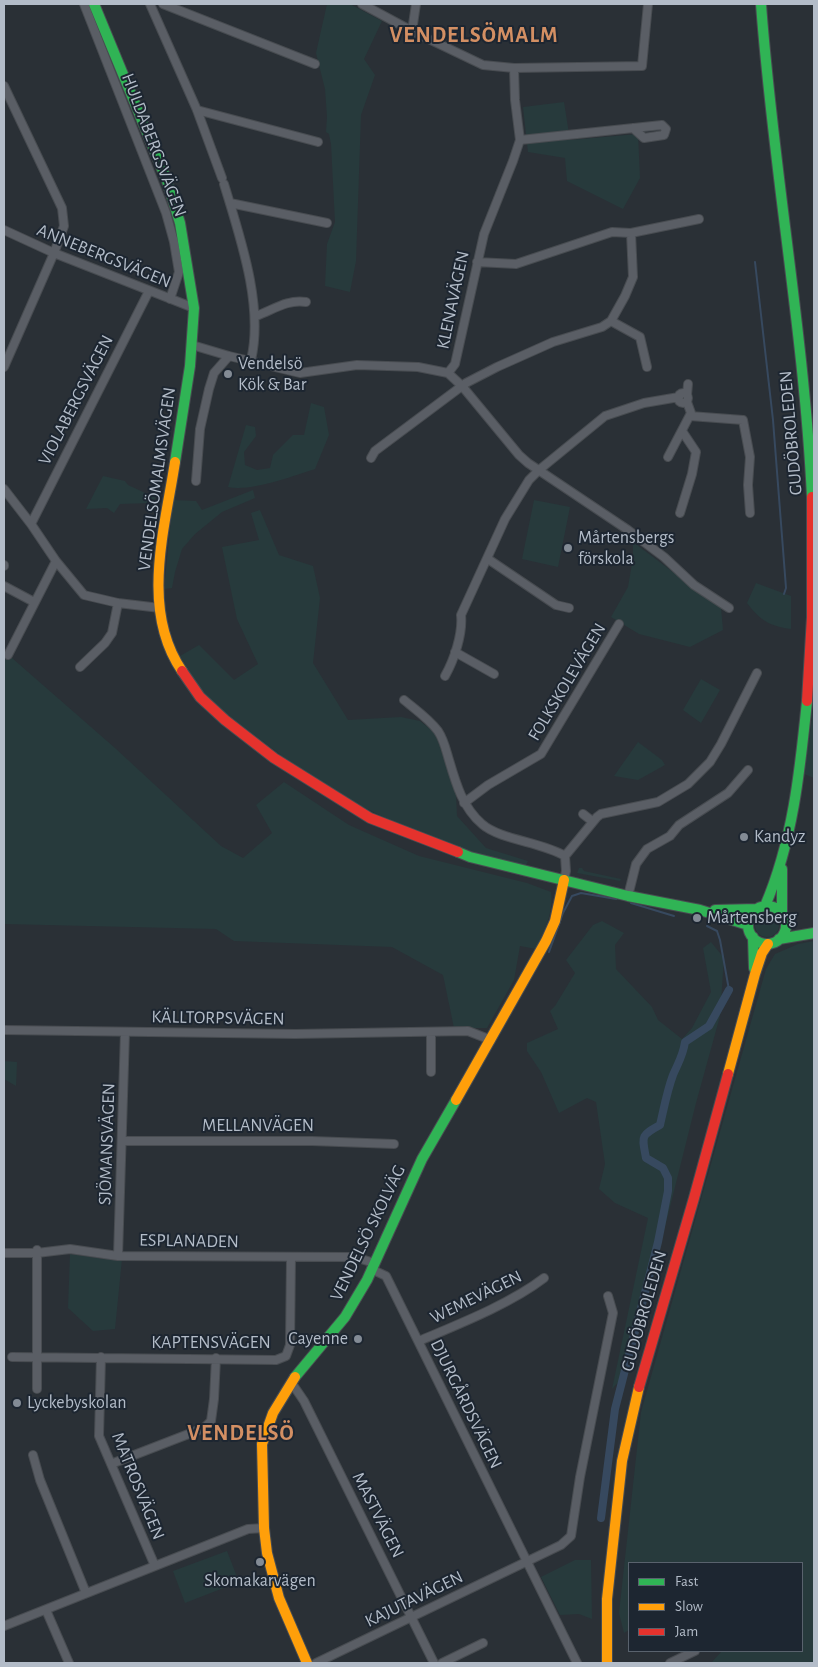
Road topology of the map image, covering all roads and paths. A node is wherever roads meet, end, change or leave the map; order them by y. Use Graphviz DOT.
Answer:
graph roads {
  1 [pos="84,4"];
  2 [pos="94,4"];
  3 [pos="150,4"];
  4 [pos="163,4"];
  5 [pos="362,4"];
  6 [pos="416,4"];
  7 [pos="648,4"];
  8 [pos="761,4"];
  9 [pos="412,31"];
  10 [pos="315,64"];
  11 [pos="514,68"];
  12 [pos="4,89"];
  13 [pos="197,110"];
  14 [pos="633,128"];
  15 [pos="520,140"];
  16 [pos="318,142"];
  17 [pos="230,203"];
  18 [pos="699,220"];
  19 [pos="327,223"];
  20 [pos="4,230"];
  21 [pos="631,234"];
  22 [pos="54,253"];
  23 [pos="477,262"];
  24 [pos="149,291"];
  25 [pos="170,299"];
  26 [pos="306,302"];
  27 [pos="194,308"];
  28 [pos="256,316"];
  29 [pos="611,321"];
  30 [pos="192,345"];
  31 [pos="229,356"];
  32 [pos="251,360"];
  33 [pos="4,367"];
  34 [pos="647,368"];
  35 [pos="448,372"];
  36 [pos="688,384"];
  37 [pos="462,386"];
  38 [pos="684,398"];
  39 [pos="690,416"];
  40 [pos="682,431"];
  41 [pos="668,457"];
  42 [pos="371,458"];
  43 [pos="539,470"];
  44 [pos="196,481"];
  45 [pos="4,489"];
  46 [pos="680,513"];
  47 [pos="750,513"];
  48 [pos="31,524"];
  49 [pos="488,559"];
  50 [pos="56,561"];
  51 [pos="4,586"];
  52 [pos="34,602"];
  53 [pos="118,603"];
  54 [pos="160,608"];
  55 [pos="569,608"];
  56 [pos="729,608"];
  57 [pos="619,624"];
  58 [pos="455,652"];
  59 [pos="8,655"];
  60 [pos="80,667"];
  61 [pos="757,673"];
  62 [pos="494,674"];
  63 [pos="445,676"];
  64 [pos="404,700"];
  65 [pos="748,770"];
  66 [pos="464,803"];
  67 [pos="583,814"];
  68 [pos="676,816"];
  69 [pos="592,821"];
  70 [pos="678,825"];
  71 [pos="565,856"];
  72 [pos="782,859"];
  73 [pos="564,880"];
  74 [pos="628,896"];
  75 [pos="761,907"];
  76 [pos="700,910"];
  77 [pos="784,917"];
  78 [pos="748,925"];
  79 [pos="813,933"];
  80 [pos="753,937"];
  81 [pos="779,939"];
  82 [pos="768,944"];
  83 [pos="754,974"];
  84 [pos="4,1030"];
  85 [pos="125,1032"];
  86 [pos="431,1033"];
  87 [pos="491,1040"];
  88 [pos="431,1072"];
  89 [pos="122,1141"];
  90 [pos="394,1144"];
  91 [pos="37,1250"];
  92 [pos="4,1253"];
  93 [pos="118,1256"];
  94 [pos="291,1257"];
  95 [pos="373,1266"];
  96 [pos="544,1278"];
  97 [pos="608,1296"];
  98 [pos="419,1340"];
  99 [pos="12,1357"];
  100 [pos="37,1357"];
  101 [pos="100,1357"];
  102 [pos="216,1358"];
  103 [pos="291,1382"];
  104 [pos="37,1389"];
  105 [pos="33,1455"];
  106 [pos="111,1464"];
  107 [pos="264,1528"];
  108 [pos="526,1561"];
  109 [pos="155,1566"];
  110 [pos="86,1594"];
  111 [pos="46,1610"];
  112 [pos="412,1617"];
  113 [pos="4,1626"];
  114 [pos="483,1643"];
  115 [pos="693,1652"];
  116 [pos="69,1663"];
  117 [pos="306,1663"];
  118 [pos="316,1663"];
  119 [pos="434,1663"];
  120 [pos="442,1663"];
  121 [pos="577,1663"];
  122 [pos="607,1663"];
  123 [pos="670,1663"];
  1 -- 25 [label="street, HULDABERGSVÄGEN"];
  2 -- 27 [label="street, VENDELSÖMALMSVÄGEN"];
  3 -- 13 [label="street"];
  4 -- 10 [label="street"];
  5 -- 9 [label="street"];
  6 -- 9 [label="street"];
  7 -- 11 [label="street"];
  8 -- 72 [label="street, GUDÖBROLEDEN"];
  9 -- 11 [label="street"];
  11 -- 15 [label="street, KLENAVÄGEN"];
  12 -- 22 [label="street"];
  13 -- 16 [label="street"];
  13 -- 17 [label="street"];
  14 -- 15 [label="street"];
  15 -- 23 [label="street, KLENAVÄGEN"];
  17 -- 19 [label="street"];
  17 -- 28 [label="street"];
  18 -- 21 [label="street"];
  20 -- 22 [label="street, ANNEBERGSVÄGEN"];
  21 -- 23 [label="street"];
  21 -- 29 [label="street"];
  22 -- 24 [label="street, ANNEBERGSVÄGEN"];
  22 -- 33 [label="street"];
  23 -- 35 [label="street, KLENAVÄGEN"];
  24 -- 25 [label="street, ANNEBERGSVÄGEN"];
  24 -- 48 [label="street, VIOLABERGSVÄGEN"];
  25 -- 27 [label="street, ANNEBERGSVÄGEN"];
  26 -- 28 [label="street"];
  27 -- 30 [label="street, VENDELSÖMALMSVÄGEN"];
  28 -- 32 [label="street"];
  29 -- 34 [label="street"];
  29 -- 37 [label="street"];
  30 -- 31 [label="street, KLENAVÄGEN"];
  30 -- 54 [label="street, VENDELSÖMALMSVÄGEN"];
  31 -- 32 [label="street, KLENAVÄGEN"];
  31 -- 44 [label="street"];
  32 -- 35 [label="street, KLENAVÄGEN"];
  35 -- 37 [label="street"];
  36 -- 38 [label="street"];
  37 -- 42 [label="street"];
  37 -- 43 [label="street"];
  38 -- 39 [label="street"];
  38 -- 43 [label="street"];
  39 -- 40 [label="street"];
  39 -- 47 [label="street"];
  40 -- 41 [label="street"];
  40 -- 46 [label="street"];
  43 -- 49 [label="street"];
  43 -- 56 [label="street"];
  45 -- 48 [label="street"];
  48 -- 50 [label="street"];
  49 -- 55 [label="street"];
  49 -- 58 [label="street"];
  50 -- 52 [label="street"];
  50 -- 53 [label="street"];
  51 -- 52 [label="street"];
  52 -- 59 [label="street"];
  53 -- 54 [label="street"];
  53 -- 60 [label="street"];
  54 -- 73 [label="street, VENDELSÖMALMSVÄGEN"];
  57 -- 66 [label="street, FOLKSKOLEVÄGEN"];
  58 -- 62 [label="street"];
  58 -- 63 [label="street"];
  61 -- 69 [label="street"];
  64 -- 66 [label="street"];
  65 -- 70 [label="street"];
  66 -- 71 [label="street"];
  67 -- 69 [label="street"];
  68 -- 70 [label="street"];
  69 -- 71 [label="street"];
  70 -- 74 [label="street"];
  71 -- 73 [label="street"];
  72 -- 75 [label="street, GUDÖBROLEDEN"];
  72 -- 77 [label="street, GUDÖBROLEDEN"];
  73 -- 74 [label="street, VENDELSÖMALMSVÄGEN"];
  73 -- 87 [label="street, VENDELSÖ SKOLVÄG"];
  74 -- 76 [label="street, VENDELSÖMALMSVÄGEN"];
  75 -- 76 [label="street, VENDELSÖMALMSVÄGEN"];
  75 -- 77 [label="street"];
  75 -- 78 [label="street"];
  76 -- 78 [label="street, VENDELSÖMALMSVÄGEN"];
  77 -- 79 [label="street"];
  77 -- 81 [label="street"];
  78 -- 80 [label="street"];
  79 -- 81 [label="street"];
  80 -- 82 [label="street"];
  80 -- 83 [label="street, GUDÖBROLEDEN"];
  81 -- 82 [label="street"];
  82 -- 83 [label="street, GUDÖBROLEDEN"];
  83 -- 122 [label="street, GUDÖBROLEDEN"];
  84 -- 85 [label="street, KÄLLTORPSVÄGEN"];
  85 -- 86 [label="street, KÄLLTORPSVÄGEN"];
  85 -- 89 [label="street, SJÖMANSVÄGEN"];
  86 -- 87 [label="street, KÄLLTORPSVÄGEN"];
  86 -- 88 [label="street"];
  87 -- 95 [label="street, VENDELSÖ SKOLVÄG"];
  89 -- 90 [label="street, MELLANVÄGEN"];
  89 -- 93 [label="street, SJÖMANSVÄGEN"];
  91 -- 92 [label="street, ESPLANADEN"];
  91 -- 93 [label="street, ESPLANADEN"];
  91 -- 100 [label="street"];
  93 -- 94 [label="street, ESPLANADEN"];
  94 -- 95 [label="street, ESPLANADEN"];
  94 -- 102 [label="street, KAPTENSVÄGEN"];
  95 -- 98 [label="street, DJURGÅRDSVÄGEN"];
  95 -- 103 [label="street, VENDELSÖ SKOLVÄG"];
  96 -- 98 [label="street, WEMEVÄGEN"];
  97 -- 108 [label="street"];
  98 -- 108 [label="street, DJURGÅRDSVÄGEN"];
  99 -- 100 [label="street, KAPTENSVÄGEN"];
  100 -- 101 [label="street, KAPTENSVÄGEN"];
  100 -- 104 [label="street"];
  101 -- 102 [label="street, KAPTENSVÄGEN"];
  101 -- 106 [label="street, MATROSVÄGEN"];
  102 -- 106 [label="street"];
  103 -- 107 [label="street, VENDELSÖ SKOLVÄG"];
  103 -- 112 [label="street, MASTVÄGEN"];
  105 -- 110 [label="street"];
  106 -- 109 [label="street, MATROSVÄGEN"];
  107 -- 109 [label="street"];
  107 -- 117 [label="street, VENDELSÖ SKOLVÄG"];
  108 -- 112 [label="street, KAJUTAVÄGEN"];
  108 -- 121 [label="street, DJURGÅRDSVÄGEN"];
  109 -- 110 [label="street"];
  110 -- 111 [label="street"];
  111 -- 113 [label="street"];
  111 -- 116 [label="street"];
  112 -- 118 [label="street, KAJUTAVÄGEN"];
  112 -- 119 [label="street, MASTVÄGEN"];
  114 -- 120 [label="street"];
  115 -- 123 [label="street"];
}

*Your instructions:* When a line in the records above holds "KLENAVÄGEN", that line is to be reported.

*Reply to the task:*
  11 -- 15 [label="street, KLENAVÄGEN"];
  15 -- 23 [label="street, KLENAVÄGEN"];
  23 -- 35 [label="street, KLENAVÄGEN"];
  30 -- 31 [label="street, KLENAVÄGEN"];
  31 -- 32 [label="street, KLENAVÄGEN"];
  32 -- 35 [label="street, KLENAVÄGEN"];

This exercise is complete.